**Work required**
The required result is each line of the entries below containing the string "Merilies".

**Data to examine**

- - - -

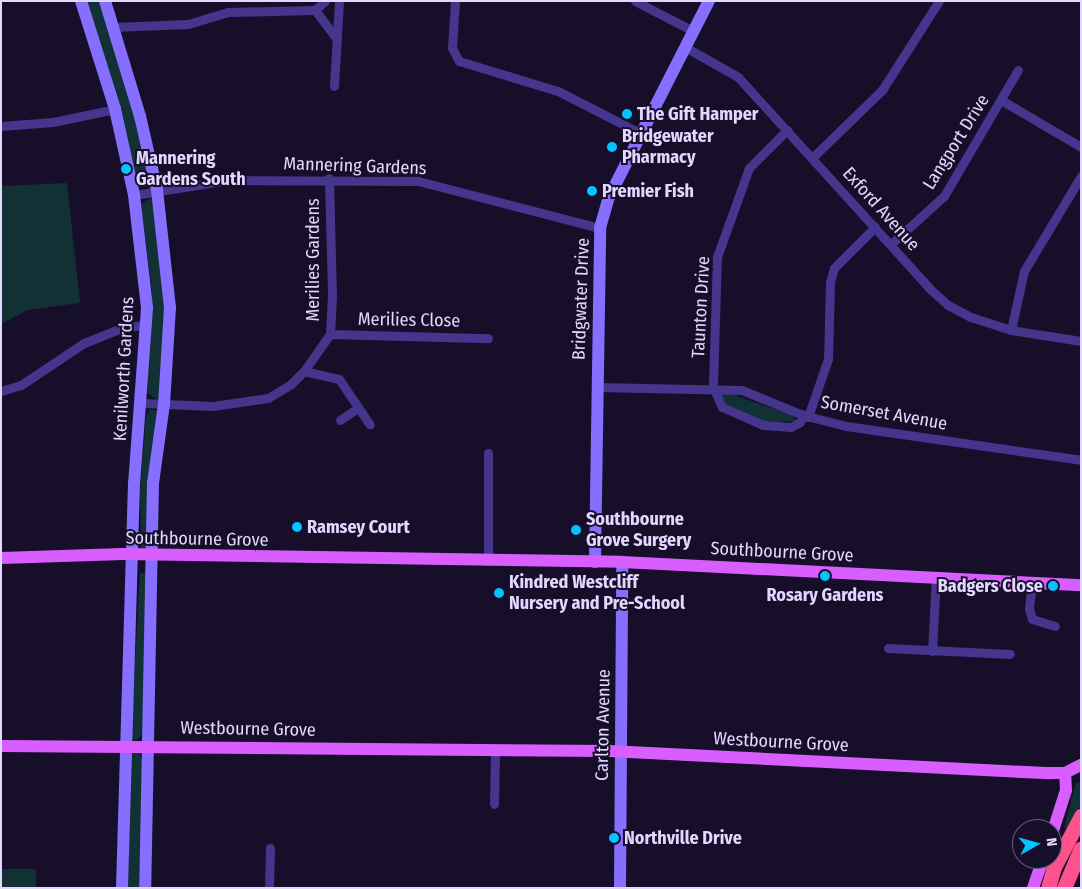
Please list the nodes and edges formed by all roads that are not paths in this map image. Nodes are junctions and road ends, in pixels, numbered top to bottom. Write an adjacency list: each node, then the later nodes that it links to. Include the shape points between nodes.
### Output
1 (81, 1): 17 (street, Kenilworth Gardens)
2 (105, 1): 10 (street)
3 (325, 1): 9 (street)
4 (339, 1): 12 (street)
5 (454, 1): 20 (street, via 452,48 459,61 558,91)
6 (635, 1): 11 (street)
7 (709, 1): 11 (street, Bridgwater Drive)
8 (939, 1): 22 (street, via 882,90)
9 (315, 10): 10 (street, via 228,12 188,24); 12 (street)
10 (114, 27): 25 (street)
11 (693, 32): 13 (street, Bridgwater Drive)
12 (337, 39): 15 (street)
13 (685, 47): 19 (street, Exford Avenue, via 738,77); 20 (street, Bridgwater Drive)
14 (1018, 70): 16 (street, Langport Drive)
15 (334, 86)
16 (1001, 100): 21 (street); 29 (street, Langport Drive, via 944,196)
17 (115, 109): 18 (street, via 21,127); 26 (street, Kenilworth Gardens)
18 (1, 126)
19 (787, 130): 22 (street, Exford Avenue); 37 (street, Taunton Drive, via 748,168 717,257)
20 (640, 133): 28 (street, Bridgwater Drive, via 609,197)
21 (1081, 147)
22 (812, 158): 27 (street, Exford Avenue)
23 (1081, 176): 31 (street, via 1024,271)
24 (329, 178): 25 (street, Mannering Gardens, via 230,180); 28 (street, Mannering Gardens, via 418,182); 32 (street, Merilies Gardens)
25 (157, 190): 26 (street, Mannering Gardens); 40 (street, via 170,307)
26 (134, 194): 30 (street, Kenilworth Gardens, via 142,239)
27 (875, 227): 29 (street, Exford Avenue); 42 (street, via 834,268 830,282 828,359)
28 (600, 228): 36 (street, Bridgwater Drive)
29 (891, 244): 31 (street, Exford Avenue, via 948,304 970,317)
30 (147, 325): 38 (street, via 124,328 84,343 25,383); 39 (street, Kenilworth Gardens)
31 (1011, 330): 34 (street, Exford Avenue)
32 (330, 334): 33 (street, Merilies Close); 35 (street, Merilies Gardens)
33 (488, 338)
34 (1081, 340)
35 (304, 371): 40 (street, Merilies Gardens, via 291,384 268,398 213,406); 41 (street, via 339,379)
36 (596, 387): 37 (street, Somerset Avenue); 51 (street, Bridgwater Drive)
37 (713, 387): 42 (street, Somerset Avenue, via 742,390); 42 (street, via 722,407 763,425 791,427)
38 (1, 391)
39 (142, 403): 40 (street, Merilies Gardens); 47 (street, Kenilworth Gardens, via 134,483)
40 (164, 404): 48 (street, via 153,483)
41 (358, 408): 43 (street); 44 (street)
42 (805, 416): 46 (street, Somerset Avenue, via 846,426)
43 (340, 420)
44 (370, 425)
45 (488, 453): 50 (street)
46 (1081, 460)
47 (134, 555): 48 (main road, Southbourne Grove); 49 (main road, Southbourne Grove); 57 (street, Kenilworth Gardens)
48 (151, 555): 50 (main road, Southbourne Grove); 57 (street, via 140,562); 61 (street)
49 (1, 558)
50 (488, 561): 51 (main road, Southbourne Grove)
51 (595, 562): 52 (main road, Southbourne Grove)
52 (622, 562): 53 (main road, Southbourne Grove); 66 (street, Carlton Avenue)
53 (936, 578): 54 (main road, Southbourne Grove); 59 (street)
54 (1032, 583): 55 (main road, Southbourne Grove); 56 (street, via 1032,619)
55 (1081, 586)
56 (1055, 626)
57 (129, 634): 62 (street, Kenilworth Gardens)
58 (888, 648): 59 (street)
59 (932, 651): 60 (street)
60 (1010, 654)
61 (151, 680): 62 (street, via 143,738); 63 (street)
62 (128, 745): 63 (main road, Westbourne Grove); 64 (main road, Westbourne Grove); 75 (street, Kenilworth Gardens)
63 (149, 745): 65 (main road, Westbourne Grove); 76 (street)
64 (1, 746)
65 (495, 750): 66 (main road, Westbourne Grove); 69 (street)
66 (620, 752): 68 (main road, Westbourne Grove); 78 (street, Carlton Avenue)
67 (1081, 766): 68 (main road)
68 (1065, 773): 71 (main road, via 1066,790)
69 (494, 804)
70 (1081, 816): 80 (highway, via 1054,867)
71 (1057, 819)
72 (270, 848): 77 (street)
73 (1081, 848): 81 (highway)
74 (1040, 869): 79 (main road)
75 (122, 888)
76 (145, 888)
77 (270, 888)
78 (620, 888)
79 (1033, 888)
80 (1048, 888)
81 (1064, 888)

- - - -

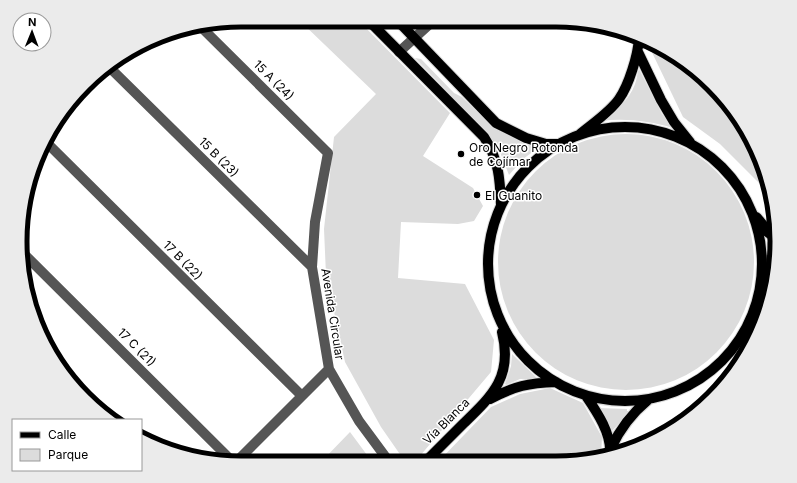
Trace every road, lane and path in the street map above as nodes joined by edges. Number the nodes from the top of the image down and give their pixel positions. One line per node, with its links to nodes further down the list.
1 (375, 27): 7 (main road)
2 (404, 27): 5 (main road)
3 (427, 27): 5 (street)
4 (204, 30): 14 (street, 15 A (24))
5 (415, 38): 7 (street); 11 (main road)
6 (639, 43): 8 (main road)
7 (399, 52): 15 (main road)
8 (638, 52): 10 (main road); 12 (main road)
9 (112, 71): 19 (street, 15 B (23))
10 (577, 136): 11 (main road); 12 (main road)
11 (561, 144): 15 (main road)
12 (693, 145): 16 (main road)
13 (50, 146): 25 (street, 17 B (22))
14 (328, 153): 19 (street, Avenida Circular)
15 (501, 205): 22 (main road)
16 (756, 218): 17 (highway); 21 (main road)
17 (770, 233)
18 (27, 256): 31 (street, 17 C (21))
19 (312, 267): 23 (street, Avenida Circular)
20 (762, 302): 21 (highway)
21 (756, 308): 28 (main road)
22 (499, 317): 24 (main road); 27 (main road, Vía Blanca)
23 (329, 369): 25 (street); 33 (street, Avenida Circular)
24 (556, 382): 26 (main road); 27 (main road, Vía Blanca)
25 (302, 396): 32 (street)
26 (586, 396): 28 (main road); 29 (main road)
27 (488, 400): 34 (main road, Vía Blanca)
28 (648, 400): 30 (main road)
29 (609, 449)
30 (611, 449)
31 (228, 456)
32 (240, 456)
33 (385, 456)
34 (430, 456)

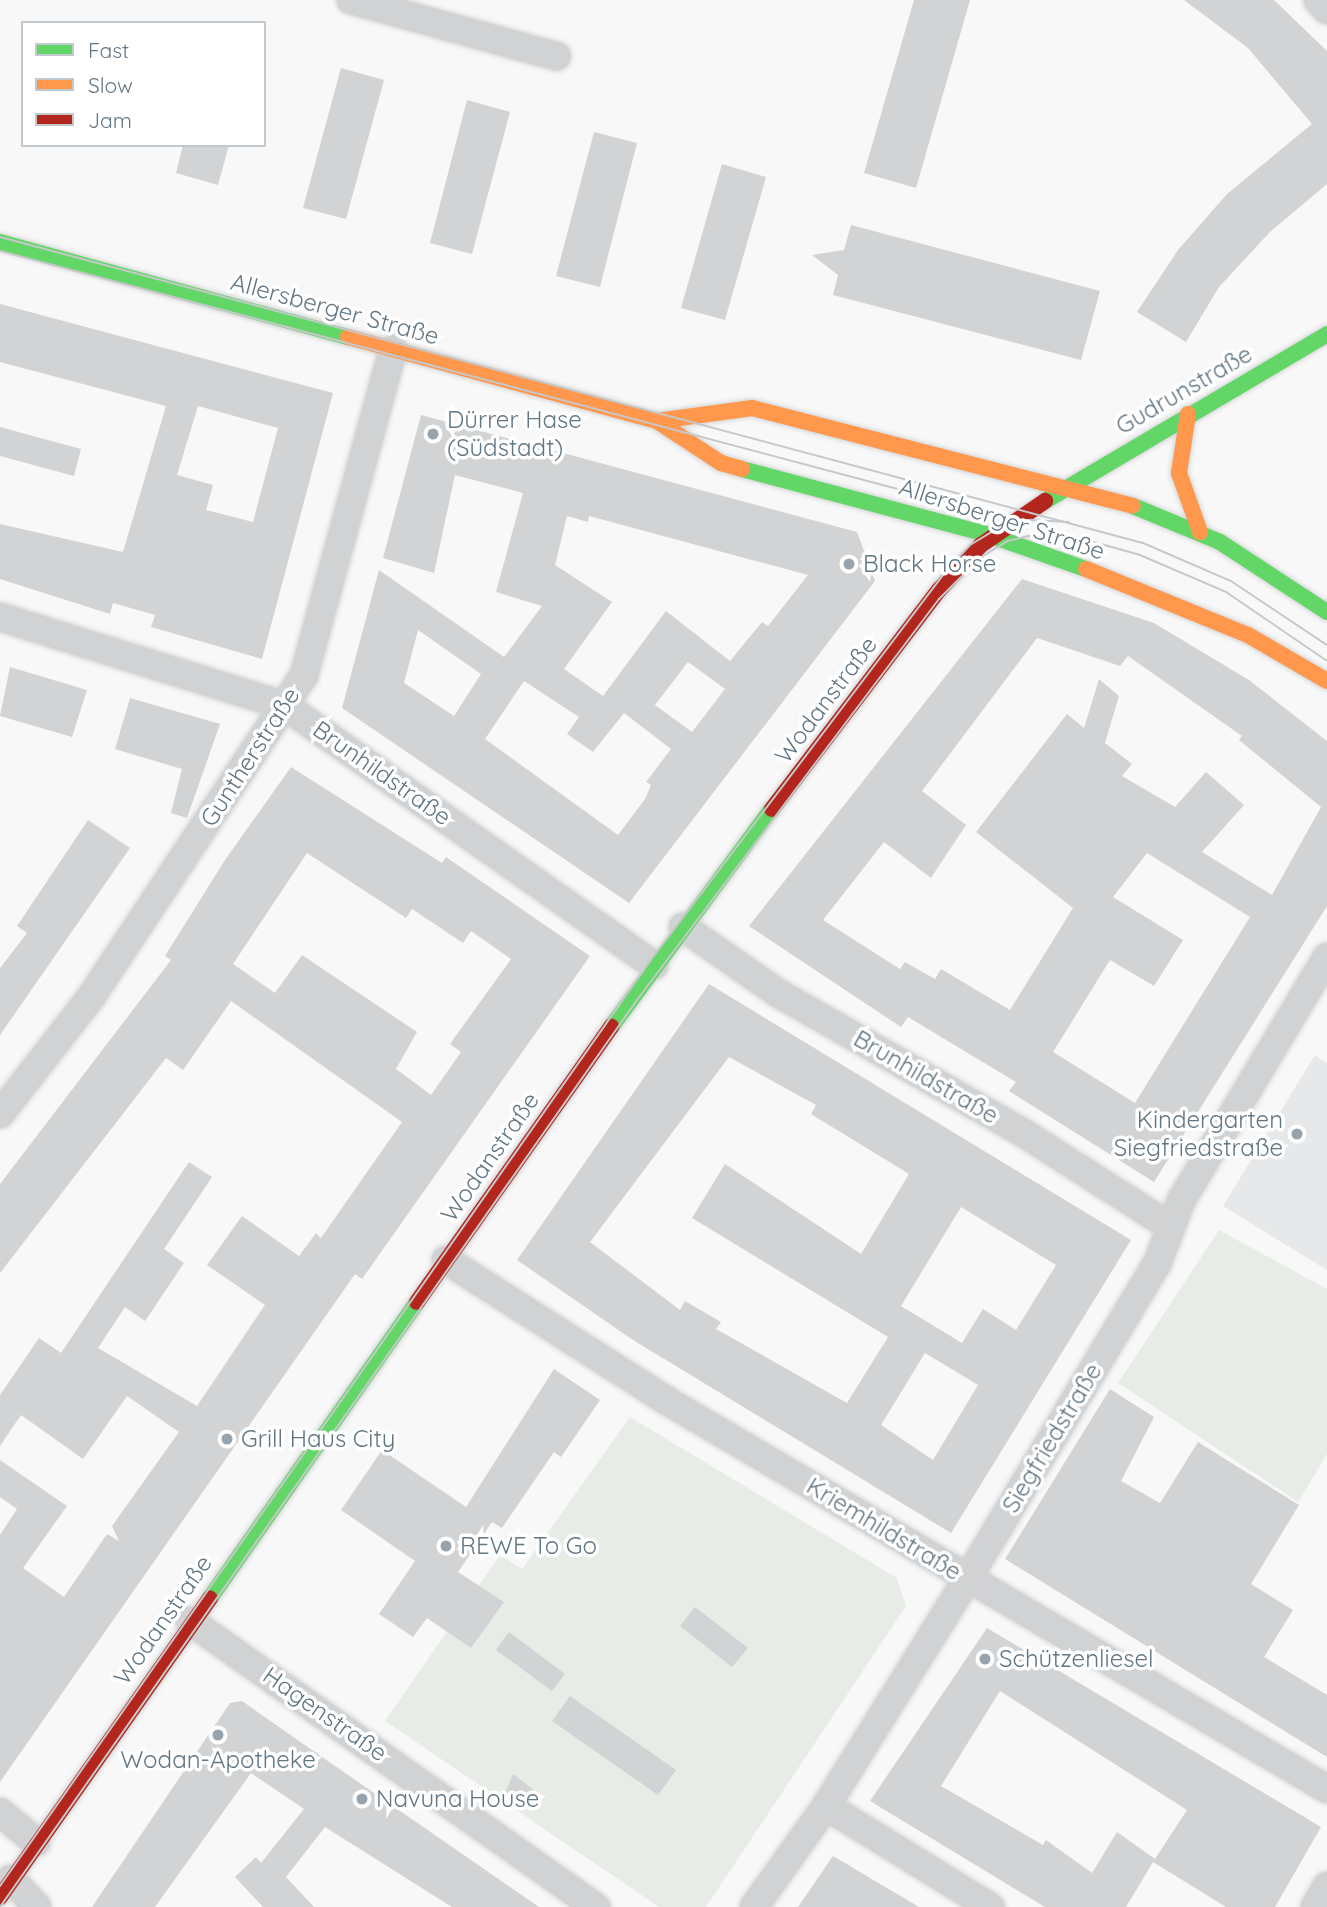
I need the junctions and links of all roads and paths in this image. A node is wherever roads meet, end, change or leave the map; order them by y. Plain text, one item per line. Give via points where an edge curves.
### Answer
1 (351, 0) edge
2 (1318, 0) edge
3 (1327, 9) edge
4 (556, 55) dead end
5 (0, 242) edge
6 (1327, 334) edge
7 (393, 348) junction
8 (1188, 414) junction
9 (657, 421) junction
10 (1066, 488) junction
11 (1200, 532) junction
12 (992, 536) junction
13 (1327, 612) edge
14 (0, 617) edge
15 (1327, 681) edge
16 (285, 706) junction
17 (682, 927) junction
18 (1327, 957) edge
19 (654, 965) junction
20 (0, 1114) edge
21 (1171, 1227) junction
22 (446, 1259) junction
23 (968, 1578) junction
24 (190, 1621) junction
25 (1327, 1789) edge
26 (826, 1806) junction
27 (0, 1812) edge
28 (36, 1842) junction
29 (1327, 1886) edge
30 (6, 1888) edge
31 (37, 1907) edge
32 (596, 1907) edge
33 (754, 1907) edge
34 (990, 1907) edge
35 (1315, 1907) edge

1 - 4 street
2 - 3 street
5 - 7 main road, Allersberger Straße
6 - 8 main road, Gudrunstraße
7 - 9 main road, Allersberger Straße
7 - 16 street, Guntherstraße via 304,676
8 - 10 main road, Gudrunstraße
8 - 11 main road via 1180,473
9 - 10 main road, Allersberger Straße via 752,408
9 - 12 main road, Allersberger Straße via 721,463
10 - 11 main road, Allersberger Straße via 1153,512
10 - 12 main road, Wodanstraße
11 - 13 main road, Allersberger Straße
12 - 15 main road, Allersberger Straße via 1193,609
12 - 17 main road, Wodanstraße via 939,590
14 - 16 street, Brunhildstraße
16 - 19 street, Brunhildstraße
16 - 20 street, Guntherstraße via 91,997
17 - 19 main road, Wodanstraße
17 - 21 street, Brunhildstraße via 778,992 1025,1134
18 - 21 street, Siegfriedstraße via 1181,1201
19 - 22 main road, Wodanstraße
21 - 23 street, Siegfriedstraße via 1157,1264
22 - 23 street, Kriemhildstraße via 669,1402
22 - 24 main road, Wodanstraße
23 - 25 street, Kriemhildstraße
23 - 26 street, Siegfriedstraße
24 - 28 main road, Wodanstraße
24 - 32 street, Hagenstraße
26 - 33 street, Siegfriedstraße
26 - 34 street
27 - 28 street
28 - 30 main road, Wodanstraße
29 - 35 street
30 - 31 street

- - - -

**Response area**
24 (329, 178): 25 (street, Mannering Gardens, via 230,180); 28 (street, Mannering Gardens, via 418,182); 32 (street, Merilies Gardens)
32 (330, 334): 33 (street, Merilies Close); 35 (street, Merilies Gardens)
35 (304, 371): 40 (street, Merilies Gardens, via 291,384 268,398 213,406); 41 (street, via 339,379)
39 (142, 403): 40 (street, Merilies Gardens); 47 (street, Kenilworth Gardens, via 134,483)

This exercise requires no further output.